The name “group by” comes from a command in the SQL database language, but it is perhaps more illuminative to think of it in the terms first coined by Hadley Wickham of Rstats fame: split, apply, combine.
Split, apply, combine#
A canonical example of this split-apply-combine operation, where the “apply” is a summation aggregation, is illustrated in this figure:
figure source in Appendix
This makes clear what the groupby
accomplishes:
The split step involves breaking up and grouping a
DataFrame
depending on the value of the specified key.The apply step involves computing some function, usually an aggregate, transformation, or filtering, within the individual groups.
The combine step merges the results of these operations into an output array.
While this could certainly be done manually using some combination of the masking, aggregation, and merging commands covered earlier, an important realization is that the intermediate splits do not need to be explicitly instantiated.
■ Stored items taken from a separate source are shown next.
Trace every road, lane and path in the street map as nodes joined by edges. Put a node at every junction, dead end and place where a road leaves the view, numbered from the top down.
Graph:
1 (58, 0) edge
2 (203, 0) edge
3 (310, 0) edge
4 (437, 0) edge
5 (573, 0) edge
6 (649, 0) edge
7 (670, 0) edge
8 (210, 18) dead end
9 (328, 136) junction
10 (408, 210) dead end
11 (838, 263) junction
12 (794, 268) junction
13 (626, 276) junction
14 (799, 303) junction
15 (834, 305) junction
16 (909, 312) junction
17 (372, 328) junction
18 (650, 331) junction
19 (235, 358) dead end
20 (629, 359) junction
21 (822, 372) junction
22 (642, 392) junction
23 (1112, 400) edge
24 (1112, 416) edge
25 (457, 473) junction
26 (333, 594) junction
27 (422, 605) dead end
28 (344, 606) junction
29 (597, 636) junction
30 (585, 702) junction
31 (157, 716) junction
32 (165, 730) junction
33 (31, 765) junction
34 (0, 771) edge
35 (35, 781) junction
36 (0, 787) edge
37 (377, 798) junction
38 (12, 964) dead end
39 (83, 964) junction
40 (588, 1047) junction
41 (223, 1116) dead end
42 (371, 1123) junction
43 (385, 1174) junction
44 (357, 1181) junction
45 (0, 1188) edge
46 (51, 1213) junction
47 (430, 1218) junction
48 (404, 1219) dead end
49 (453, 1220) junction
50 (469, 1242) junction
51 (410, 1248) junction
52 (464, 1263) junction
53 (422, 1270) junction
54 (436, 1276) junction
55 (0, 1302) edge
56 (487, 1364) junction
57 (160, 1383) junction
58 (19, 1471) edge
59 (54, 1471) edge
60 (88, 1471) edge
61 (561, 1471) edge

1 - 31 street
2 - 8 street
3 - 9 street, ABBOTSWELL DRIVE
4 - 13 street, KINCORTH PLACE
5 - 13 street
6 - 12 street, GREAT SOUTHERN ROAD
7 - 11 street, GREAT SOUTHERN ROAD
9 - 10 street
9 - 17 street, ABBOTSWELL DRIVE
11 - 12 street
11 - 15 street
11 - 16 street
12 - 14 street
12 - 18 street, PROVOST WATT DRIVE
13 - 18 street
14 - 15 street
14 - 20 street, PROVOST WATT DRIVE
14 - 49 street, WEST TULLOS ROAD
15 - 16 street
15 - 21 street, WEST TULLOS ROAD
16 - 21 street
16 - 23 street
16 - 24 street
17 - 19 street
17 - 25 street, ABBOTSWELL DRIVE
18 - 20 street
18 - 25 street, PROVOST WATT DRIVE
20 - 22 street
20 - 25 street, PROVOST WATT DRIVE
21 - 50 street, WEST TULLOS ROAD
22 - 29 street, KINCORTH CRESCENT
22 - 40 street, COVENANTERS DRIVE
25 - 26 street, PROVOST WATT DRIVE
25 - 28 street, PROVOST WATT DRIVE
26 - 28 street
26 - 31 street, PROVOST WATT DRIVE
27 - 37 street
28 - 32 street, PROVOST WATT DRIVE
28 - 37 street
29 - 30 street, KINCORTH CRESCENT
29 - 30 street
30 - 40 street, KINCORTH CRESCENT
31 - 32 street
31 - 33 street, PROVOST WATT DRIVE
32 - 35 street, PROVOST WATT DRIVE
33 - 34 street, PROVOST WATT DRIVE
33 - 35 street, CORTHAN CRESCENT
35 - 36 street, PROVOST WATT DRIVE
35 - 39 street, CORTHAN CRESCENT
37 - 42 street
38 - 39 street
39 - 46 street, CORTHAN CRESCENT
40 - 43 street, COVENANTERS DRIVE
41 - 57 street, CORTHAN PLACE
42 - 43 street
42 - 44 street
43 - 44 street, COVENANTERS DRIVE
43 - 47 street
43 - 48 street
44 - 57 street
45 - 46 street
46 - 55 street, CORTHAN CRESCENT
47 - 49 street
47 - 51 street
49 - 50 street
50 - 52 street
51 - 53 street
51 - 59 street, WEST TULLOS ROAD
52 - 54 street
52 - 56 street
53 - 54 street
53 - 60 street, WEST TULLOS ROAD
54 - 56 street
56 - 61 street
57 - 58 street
Rather, the GroupBy
can (often) do this in a single pass over the data, updating the sum, mean, count, min, or other aggregate for each group along the way.
The power of the GroupBy
is that it abstracts away these steps: the user need not think about how the computation is done under the hood, but rather thinks about the operation as a whole.
As a concrete example, let’s take a look at using Pandas for the computation shown in this diagram.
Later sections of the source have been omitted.